Which is to me the biggest reason many open source projects seem to be 
struggling to get enough man power, because they are asking people to 
take on someone else's duties and are also doing that themselves. The 
consequence is that you have to "push" yourself to perform well when 
otherwise it would have come natural? Part of that is also having to 
comply with regulations and command structures. Including perhaps even 
codes of conduct and all of that. It reminds one of the 
"micro-management" issues one has in computer games. Some computer games 
are designed to provide a battle between the micro-management and 
macro-management of a certain level or field. If you do the macro well, 
the micro doesn't take any time at all. If you f*ck up the macro, the 
micro starts to take all your time and you are always running behind 
schedule, often slowing down the speed of the game in order to cope with 
it ;-).

It is particularly the distributions that seem to always having a 
problem with getting enough manpower. Maybe they are asking too much of 
themselves. A project in isolation is easily achieved, a hundred 
projects together is not. Just some thoughts. ;-). If you have 100 units 
of energy and you do 10 projects and each of them takes 11 units you are 
always short. If you do 9 projects you suddenly have 1 unit left. If you 
do 8 you suddenly have scores of energy available you can use to fill 
any gaps that fall. It is not handy to plan for exact completion given 
the resources you have. Any "room" in your planning quickly turns into 
an asset you can utilize for other things. This way you are always ahead 
of things which, rumour has it, feels really good ;-). I never worked at 
Sun, but they said, that those who worked there could clock in any time 
they wanted and choose their own hours, as long as they got the work 
done. That seems like a nice way to work. I also remember checking in 
with my boss at 10 pm to use their computers a bit. Was not a problem. 
You need breathing space.

Particularly you need to focus on what things are important and then 
identify the things you will be tempted to fall into that you don't want 
to do too much of. As long as you can get an overview on what things are 
essential and what not, and be aware of this scope at al times (but not 
at all times ;-)) things will turn out well, I think. If releases are 
only milestones you have to deal with, you can include the milestones 
within your planning, not your planning within the milestones. Then you 
would have a bit more of an "eternal" vision as to what you are doing. 
Your goals don't change from release to release, I think. Identify 5 or 
6 main objects and targets you need to be done well. Then specify those 
targets publicly or at least for yourself. And then be able to look back 
at those targets and see how well they are doing. You can then focus 
entirely on those targets and nothing else.
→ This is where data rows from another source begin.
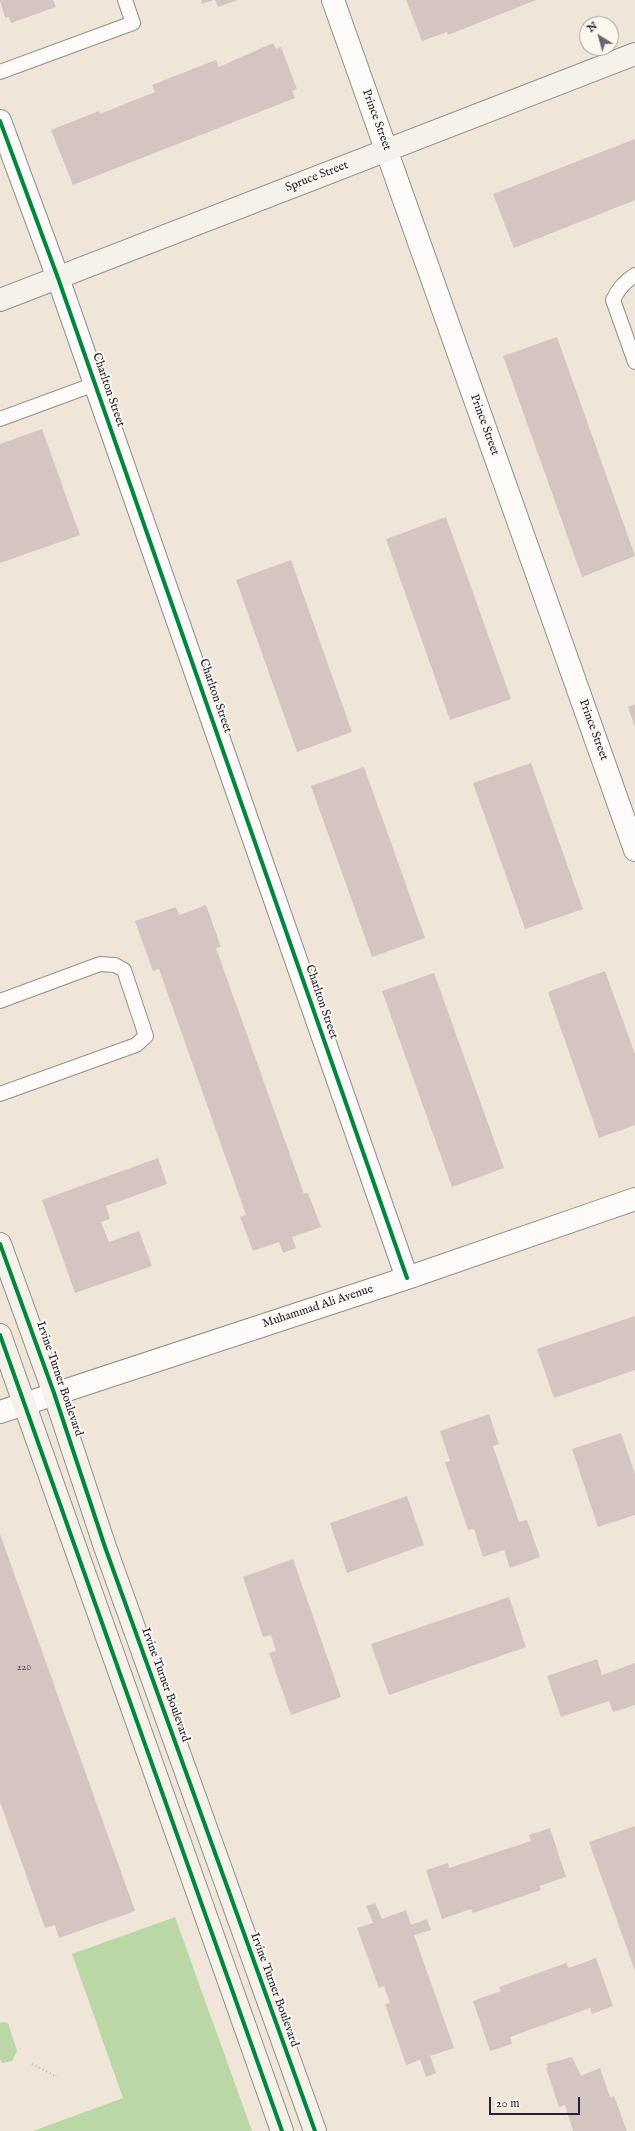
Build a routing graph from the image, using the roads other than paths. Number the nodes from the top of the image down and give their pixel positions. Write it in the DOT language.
graph roads {
  1 [pos="125,0"];
  2 [pos="333,0"];
  3 [pos="635,54"];
  4 [pos="0,72"];
  5 [pos="0,121"];
  6 [pos="387,150"];
  7 [pos="635,275"];
  8 [pos="58,278"];
  9 [pos="0,300"];
  10 [pos="635,362"];
  11 [pos="95,384"];
  12 [pos="0,419"];
  13 [pos="635,850"];
  14 [pos="0,1001"];
  15 [pos="0,1094"];
  16 [pos="635,1199"];
  17 [pos="0,1244"];
  18 [pos="407,1278"];
  19 [pos="0,1335"];
  20 [pos="54,1393"];
  21 [pos="24,1404"];
  22 [pos="0,1412"];
  23 [pos="282,2131"];
  24 [pos="315,2131"];
  1 -- 4 [label="lane"];
  2 -- 6 [label="street, Prince Street"];
  3 -- 6 [label="main road, Spruce Street"];
  5 -- 8 [label="street, Charlton Street"];
  6 -- 8 [label="main road, Spruce Street"];
  6 -- 13 [label="street, Prince Street"];
  7 -- 10 [label="lane"];
  8 -- 9 [label="main road, Spruce Street"];
  8 -- 11 [label="street, Charlton Street"];
  11 -- 12 [label="lane"];
  11 -- 18 [label="street, Charlton Street"];
  14 -- 15 [label="lane"];
  16 -- 18 [label="street, Muhammad Ali Avenue"];
  17 -- 20 [label="main road, Irvine Turner Boulevard"];
  18 -- 20 [label="street, Muhammad Ali Avenue"];
  19 -- 21 [label="main road"];
  20 -- 21 [label="street, Muhammad Ali Avenue"];
  20 -- 24 [label="main road, Irvine Turner Boulevard"];
  21 -- 22 [label="street, Muhammad Ali Avenue"];
  21 -- 23 [label="main road"];
}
But it also becomes clear 
what is important to you and what not, and this kind of planning can 
make it easier to stay focussed on the goals that actually matter, and 
the main value of planning is to not be distracted by paths that are not 
as fruitful as your main paths, and to not be drawn into fruitless 
exercises that don't reward anything: to know in advance what you are 
going to do and what would be smart in doing that.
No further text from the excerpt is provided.